Simple, amusing animations add some life to a fairly predictable story.

Dabby Dill just can’t stop hiccupping, so she turns to her family and friends to help her out. Her dad brings a glass of water, and Emma tells her to blow on her thumb, but nothing helps. Auntie NaNa finally offers a sweet suggestion that works. Digital cartoon illustrations add to the bright, cheerful tone of the story, although the color scheme is reminiscent of a Polly Pocket dollhouse. Each page contains several animations that readers trigger by tapping, but as they often lack any connection to story or theme, they will likely distract readers instead of adding to their understanding. Supplemental nonfiction text that provides information on hiccups, peanut butter and taste buds is revealed by tapping words underlined in red.

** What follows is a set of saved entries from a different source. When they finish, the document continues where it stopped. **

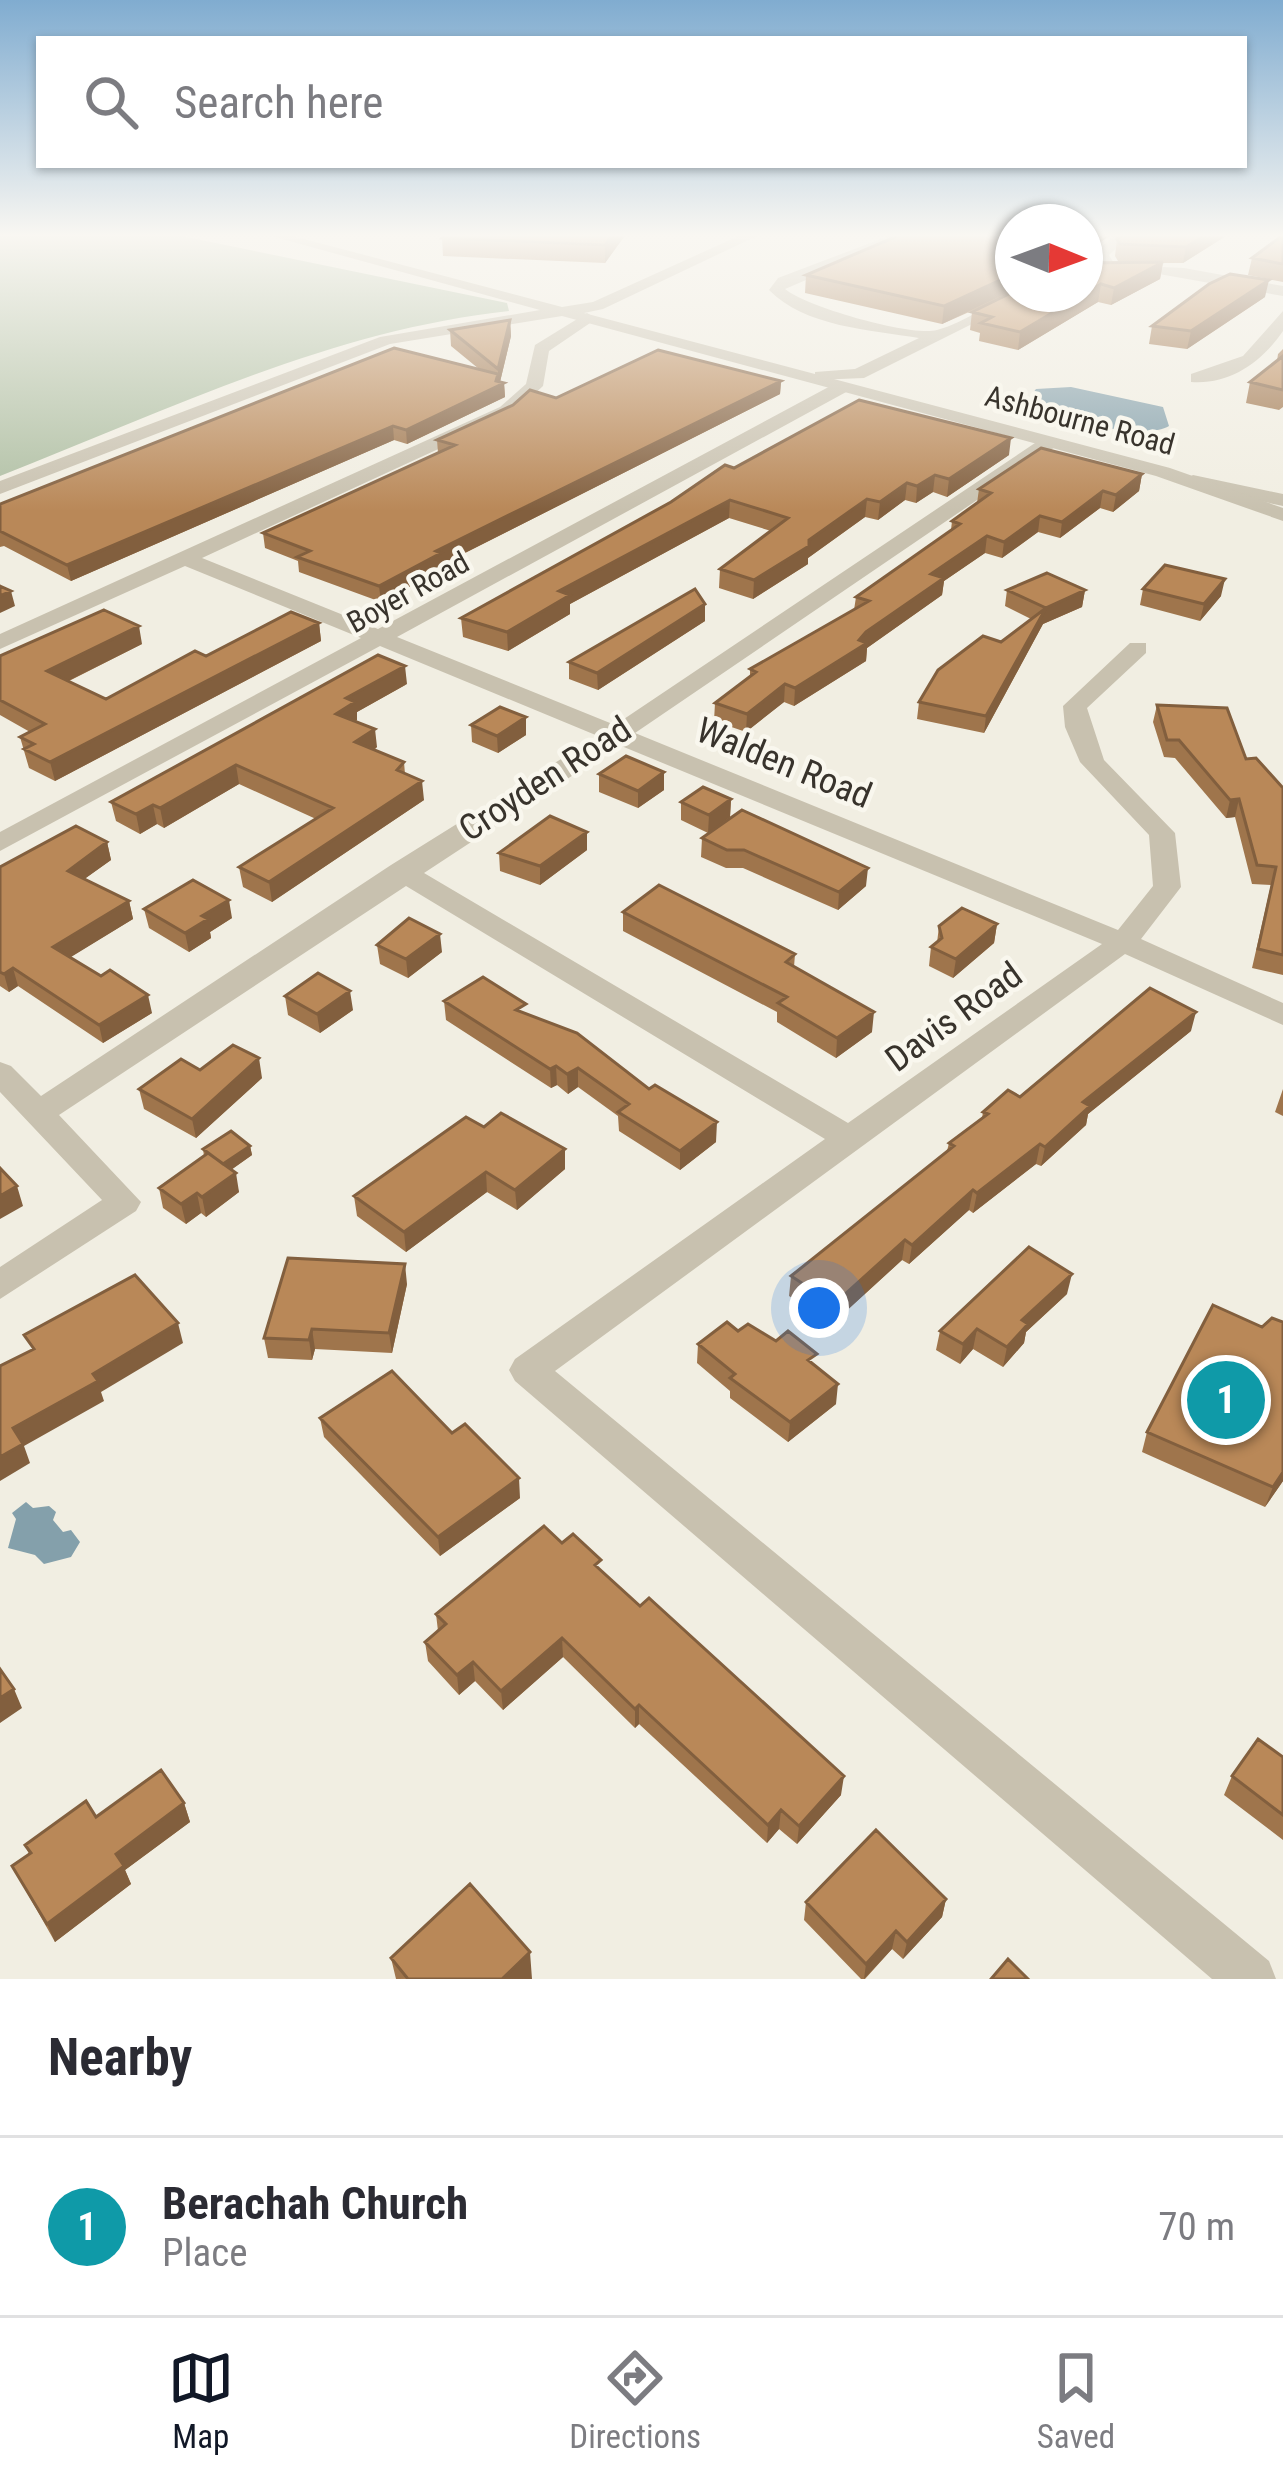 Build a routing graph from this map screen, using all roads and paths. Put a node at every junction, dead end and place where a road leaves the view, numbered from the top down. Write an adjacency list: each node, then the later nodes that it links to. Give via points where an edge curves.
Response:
1 (453, 326): 15 (street, via 358,349)
2 (566, 326): 18 (street, via 541,349 534,386 518,403)
3 (620, 326): 9 (street, Ashbourne Road)
4 (890, 326): 7 (street)
5 (960, 326): 7 (street)
6 (1276, 326): 10 (street, via 1255,358 1230,373)
7 (939, 337): 8 (street)
8 (921, 347): 9 (street, via 858,374); 12 (street, via 924,354 876,384)
9 (803, 376): 11 (street, Ashbourne Road)
10 (1197, 378)
11 (842, 387): 12 (street, Ashbourne Road); 19 (street, Boyer Road)
12 (900, 403): 13 (street, Ashbourne Road)
13 (1048, 443): 14 (street, Ashbourne Road); 22 (street, Croyden Road)
14 (1193, 481): 16 (street); 17 (street, Ashbourne Road)
15 (0, 488)
16 (1283, 500)
17 (1283, 514)
18 (187, 559): 19 (street, Walden Road); 20 (street)
19 (386, 639): 22 (street, Walden Road); 23 (street, Boyer Road)
20 (0, 642)
21 (1138, 648): 25 (street, Davis Road, via 1075,706 1075,737 1091,765 1162,833 1167,887)
22 (618, 734): 24 (street, Croyden Road); 25 (street, Walden Road)
23 (0, 843)
24 (401, 871): 28 (street, Croyden Road); 29 (street)
25 (1123, 942): 26 (street, Walden Road); 29 (street, Davis Road)
26 (1283, 1015)
27 (0, 1073): 28 (street)
28 (40, 1112): 30 (street, via 124,1202)
29 (852, 1140): 31 (street, Davis Road, via 528,1370)
30 (0, 1285)
31 (1251, 1979)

Readers can tap words highlighted in blue to hear their definitions and examples. The narration in “Story Mode” is upbeat and fits the story, but it is haltingly slow in the “Read Along” mode with word highlighting for beginning readers. Although this story does not otherwise have a religious tone, Auntie NaNa tells her niece, “Don’t forget to say your prayers, Dabby Dill,” as the now–hiccup-free girl heads back home.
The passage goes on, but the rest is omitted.